**Record extracts**

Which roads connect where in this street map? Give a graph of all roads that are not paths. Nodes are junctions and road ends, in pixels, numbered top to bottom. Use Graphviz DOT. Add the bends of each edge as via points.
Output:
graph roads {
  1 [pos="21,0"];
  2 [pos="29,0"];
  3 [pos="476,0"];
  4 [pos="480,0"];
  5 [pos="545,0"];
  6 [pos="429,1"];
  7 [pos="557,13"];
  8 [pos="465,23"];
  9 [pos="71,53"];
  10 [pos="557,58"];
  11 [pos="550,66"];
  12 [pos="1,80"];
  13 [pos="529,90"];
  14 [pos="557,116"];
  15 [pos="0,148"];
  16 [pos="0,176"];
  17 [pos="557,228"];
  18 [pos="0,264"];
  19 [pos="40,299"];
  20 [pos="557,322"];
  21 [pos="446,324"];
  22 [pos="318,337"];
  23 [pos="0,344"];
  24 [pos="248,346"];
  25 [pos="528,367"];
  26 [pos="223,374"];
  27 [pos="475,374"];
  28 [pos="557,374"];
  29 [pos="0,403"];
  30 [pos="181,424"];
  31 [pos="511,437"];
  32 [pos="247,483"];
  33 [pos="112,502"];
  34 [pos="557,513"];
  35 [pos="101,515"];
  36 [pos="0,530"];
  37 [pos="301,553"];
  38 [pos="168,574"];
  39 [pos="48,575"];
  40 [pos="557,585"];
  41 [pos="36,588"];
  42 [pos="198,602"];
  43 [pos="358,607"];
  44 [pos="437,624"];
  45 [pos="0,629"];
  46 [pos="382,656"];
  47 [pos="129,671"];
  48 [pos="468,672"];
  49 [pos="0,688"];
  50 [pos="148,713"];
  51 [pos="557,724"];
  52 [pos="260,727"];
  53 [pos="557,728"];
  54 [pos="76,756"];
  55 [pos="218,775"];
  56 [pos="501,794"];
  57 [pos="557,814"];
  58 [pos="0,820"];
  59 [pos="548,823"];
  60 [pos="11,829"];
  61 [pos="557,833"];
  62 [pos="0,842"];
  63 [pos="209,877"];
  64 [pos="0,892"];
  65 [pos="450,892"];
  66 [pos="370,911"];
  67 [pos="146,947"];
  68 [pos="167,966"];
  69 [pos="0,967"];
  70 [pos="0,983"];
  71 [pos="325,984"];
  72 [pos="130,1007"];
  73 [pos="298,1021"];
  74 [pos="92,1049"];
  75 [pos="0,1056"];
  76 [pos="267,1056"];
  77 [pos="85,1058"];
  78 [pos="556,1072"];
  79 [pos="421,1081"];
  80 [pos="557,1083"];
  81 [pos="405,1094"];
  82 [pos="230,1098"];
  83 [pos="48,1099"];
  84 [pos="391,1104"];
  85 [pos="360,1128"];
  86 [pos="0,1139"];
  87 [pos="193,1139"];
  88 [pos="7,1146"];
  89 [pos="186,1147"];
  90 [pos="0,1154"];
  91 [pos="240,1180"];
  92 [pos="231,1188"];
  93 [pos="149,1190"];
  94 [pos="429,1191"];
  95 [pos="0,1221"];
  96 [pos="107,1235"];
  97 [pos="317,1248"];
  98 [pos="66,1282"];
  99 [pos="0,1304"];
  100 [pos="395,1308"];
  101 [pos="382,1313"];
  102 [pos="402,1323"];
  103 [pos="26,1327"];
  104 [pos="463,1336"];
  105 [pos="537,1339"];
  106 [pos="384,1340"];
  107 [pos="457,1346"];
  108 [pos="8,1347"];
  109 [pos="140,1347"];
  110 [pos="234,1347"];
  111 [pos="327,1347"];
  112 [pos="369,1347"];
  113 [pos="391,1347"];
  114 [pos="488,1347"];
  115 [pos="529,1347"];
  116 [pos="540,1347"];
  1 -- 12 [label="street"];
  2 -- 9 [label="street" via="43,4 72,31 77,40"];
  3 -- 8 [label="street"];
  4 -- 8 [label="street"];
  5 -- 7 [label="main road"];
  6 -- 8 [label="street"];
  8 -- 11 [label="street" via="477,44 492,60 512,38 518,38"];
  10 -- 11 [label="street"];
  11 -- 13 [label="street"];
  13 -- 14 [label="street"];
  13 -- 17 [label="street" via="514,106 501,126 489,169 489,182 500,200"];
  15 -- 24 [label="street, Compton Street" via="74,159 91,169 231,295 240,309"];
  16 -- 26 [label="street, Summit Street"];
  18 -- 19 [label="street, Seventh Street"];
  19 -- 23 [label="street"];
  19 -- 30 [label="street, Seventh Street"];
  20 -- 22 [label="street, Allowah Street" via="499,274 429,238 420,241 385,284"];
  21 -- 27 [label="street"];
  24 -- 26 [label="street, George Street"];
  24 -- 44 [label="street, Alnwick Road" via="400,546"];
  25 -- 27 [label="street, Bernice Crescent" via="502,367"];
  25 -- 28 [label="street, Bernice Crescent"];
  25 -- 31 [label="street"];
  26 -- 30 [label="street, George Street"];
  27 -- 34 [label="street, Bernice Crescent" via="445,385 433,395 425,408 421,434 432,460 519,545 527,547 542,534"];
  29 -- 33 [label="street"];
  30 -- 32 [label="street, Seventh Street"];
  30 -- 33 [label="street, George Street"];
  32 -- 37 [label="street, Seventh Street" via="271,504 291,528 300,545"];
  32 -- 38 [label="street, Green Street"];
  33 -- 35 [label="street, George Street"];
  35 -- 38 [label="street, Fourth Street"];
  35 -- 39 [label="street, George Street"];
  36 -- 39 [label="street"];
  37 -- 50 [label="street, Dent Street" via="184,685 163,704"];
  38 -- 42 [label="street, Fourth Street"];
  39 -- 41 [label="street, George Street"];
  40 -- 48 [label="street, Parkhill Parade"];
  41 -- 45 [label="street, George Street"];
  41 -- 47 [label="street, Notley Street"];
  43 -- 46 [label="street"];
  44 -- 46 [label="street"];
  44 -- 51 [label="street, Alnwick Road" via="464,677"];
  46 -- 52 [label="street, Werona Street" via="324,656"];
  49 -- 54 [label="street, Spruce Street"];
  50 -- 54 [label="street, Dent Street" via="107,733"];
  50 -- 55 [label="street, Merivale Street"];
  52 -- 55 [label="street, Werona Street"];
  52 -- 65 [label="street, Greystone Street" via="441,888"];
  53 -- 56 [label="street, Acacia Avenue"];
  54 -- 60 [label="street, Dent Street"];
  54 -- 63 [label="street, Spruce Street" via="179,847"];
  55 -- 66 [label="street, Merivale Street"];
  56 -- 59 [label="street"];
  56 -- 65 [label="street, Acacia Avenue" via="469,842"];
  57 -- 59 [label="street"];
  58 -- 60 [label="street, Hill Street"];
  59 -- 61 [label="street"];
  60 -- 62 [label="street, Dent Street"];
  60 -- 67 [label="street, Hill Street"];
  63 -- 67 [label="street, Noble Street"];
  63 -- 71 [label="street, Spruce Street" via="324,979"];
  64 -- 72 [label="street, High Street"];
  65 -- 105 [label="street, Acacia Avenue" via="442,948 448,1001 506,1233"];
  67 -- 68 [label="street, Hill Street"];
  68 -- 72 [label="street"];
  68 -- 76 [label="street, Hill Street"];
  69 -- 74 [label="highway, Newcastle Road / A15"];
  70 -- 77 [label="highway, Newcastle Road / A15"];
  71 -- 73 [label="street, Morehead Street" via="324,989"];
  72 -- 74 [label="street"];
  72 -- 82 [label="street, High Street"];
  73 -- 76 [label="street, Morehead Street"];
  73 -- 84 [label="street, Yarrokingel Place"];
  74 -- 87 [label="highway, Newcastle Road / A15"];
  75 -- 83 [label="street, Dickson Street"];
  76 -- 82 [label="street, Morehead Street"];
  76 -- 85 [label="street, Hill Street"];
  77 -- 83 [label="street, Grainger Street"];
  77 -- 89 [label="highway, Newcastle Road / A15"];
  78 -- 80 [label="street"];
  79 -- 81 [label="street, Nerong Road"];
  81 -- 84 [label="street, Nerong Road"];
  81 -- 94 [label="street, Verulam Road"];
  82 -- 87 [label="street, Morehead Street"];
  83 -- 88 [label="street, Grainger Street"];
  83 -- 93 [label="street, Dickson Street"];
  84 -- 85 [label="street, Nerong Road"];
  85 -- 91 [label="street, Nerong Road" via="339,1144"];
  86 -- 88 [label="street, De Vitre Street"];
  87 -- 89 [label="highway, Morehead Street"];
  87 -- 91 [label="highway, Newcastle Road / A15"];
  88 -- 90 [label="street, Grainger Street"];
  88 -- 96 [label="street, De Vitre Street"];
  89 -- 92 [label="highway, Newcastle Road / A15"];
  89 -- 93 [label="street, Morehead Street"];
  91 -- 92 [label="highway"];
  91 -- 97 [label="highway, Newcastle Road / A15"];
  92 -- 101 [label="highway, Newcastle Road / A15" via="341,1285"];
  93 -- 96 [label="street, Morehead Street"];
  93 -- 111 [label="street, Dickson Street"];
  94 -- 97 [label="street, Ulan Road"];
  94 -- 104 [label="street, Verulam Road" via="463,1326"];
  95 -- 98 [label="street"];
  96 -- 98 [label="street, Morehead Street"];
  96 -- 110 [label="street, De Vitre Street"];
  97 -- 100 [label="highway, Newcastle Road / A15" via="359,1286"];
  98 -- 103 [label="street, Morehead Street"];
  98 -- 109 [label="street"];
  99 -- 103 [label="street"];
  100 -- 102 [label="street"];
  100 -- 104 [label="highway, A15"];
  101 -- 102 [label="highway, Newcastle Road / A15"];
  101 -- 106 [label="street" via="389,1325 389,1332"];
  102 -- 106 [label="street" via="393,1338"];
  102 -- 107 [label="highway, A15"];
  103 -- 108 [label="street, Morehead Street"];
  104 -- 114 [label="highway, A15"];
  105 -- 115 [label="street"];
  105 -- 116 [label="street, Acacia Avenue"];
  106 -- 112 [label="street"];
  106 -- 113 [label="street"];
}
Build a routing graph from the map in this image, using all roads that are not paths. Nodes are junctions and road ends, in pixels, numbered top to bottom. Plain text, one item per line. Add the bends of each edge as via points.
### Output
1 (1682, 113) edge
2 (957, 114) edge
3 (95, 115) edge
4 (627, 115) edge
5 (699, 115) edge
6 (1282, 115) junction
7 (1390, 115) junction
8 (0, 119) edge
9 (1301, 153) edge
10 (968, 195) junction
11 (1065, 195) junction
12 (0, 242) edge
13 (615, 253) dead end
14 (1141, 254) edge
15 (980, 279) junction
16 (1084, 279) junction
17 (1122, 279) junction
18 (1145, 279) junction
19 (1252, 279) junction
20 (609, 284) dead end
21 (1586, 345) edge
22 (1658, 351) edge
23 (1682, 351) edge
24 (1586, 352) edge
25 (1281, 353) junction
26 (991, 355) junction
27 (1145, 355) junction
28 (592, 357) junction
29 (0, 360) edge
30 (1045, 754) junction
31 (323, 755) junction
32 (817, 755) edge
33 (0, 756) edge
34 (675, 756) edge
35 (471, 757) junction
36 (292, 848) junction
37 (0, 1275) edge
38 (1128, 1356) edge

**Assigned task**
When the line containing "Build a routing" is found in the records above, restate it and every later line word for word through the last one, and nothing more.

**Solution to this exercise**
Build a routing graph from the map in this image, using all roads that are not paths. Nodes are junctions and road ends, in pixels, numbered top to bottom. Plain text, one item per line. Add the bends of each edge as via points.
### Output
1 (1682, 113) edge
2 (957, 114) edge
3 (95, 115) edge
4 (627, 115) edge
5 (699, 115) edge
6 (1282, 115) junction
7 (1390, 115) junction
8 (0, 119) edge
9 (1301, 153) edge
10 (968, 195) junction
11 (1065, 195) junction
12 (0, 242) edge
13 (615, 253) dead end
14 (1141, 254) edge
15 (980, 279) junction
16 (1084, 279) junction
17 (1122, 279) junction
18 (1145, 279) junction
19 (1252, 279) junction
20 (609, 284) dead end
21 (1586, 345) edge
22 (1658, 351) edge
23 (1682, 351) edge
24 (1586, 352) edge
25 (1281, 353) junction
26 (991, 355) junction
27 (1145, 355) junction
28 (592, 357) junction
29 (0, 360) edge
30 (1045, 754) junction
31 (323, 755) junction
32 (817, 755) edge
33 (0, 756) edge
34 (675, 756) edge
35 (471, 757) junction
36 (292, 848) junction
37 (0, 1275) edge
38 (1128, 1356) edge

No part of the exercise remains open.